**How to complete this task**
The job is to find each line of the records below that includes the word "main" and copy it.

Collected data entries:
☆ ☆ ☆ ☆

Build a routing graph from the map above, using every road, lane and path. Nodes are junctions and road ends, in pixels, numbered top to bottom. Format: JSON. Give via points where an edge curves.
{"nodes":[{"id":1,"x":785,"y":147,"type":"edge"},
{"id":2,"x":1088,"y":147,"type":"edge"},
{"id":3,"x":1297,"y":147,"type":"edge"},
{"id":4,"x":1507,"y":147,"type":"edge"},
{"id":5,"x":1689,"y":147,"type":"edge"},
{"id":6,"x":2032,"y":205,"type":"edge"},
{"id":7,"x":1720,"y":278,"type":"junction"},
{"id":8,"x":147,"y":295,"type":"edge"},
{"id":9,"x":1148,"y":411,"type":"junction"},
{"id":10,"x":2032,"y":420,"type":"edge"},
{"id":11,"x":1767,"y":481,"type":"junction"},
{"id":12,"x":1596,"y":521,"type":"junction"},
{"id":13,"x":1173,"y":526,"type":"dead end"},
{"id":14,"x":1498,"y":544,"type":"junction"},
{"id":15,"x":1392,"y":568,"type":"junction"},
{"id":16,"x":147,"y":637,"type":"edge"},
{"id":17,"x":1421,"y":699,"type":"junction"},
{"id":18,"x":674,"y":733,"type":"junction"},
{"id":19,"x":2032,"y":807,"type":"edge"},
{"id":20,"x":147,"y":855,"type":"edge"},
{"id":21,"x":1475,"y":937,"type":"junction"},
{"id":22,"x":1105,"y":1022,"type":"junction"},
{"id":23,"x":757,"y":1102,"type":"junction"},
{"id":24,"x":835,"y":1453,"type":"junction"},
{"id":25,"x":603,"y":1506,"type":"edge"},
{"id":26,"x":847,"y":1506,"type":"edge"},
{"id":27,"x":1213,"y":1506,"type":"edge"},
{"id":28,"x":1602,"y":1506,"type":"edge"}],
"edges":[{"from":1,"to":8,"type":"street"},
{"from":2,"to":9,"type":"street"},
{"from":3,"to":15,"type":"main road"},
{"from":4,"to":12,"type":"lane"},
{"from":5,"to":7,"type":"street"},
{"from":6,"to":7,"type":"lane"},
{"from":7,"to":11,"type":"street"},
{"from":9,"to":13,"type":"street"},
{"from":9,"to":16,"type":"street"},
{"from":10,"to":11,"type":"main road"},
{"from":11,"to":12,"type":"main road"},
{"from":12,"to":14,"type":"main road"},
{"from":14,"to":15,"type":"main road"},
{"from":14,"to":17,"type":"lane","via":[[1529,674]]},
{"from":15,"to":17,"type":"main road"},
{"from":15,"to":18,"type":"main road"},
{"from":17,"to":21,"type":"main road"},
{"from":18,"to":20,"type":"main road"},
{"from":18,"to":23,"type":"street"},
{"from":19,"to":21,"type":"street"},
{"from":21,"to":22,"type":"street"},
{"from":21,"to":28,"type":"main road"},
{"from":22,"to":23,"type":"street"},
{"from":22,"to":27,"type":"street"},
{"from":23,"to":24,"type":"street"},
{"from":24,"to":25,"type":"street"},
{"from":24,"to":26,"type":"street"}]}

☆ ☆ ☆ ☆

**Your response**
{"from":3,"to":15,"type":"main road"},
{"from":10,"to":11,"type":"main road"},
{"from":11,"to":12,"type":"main road"},
{"from":12,"to":14,"type":"main road"},
{"from":14,"to":15,"type":"main road"},
{"from":15,"to":17,"type":"main road"},
{"from":15,"to":18,"type":"main road"},
{"from":17,"to":21,"type":"main road"},
{"from":18,"to":20,"type":"main road"},
{"from":21,"to":28,"type":"main road"},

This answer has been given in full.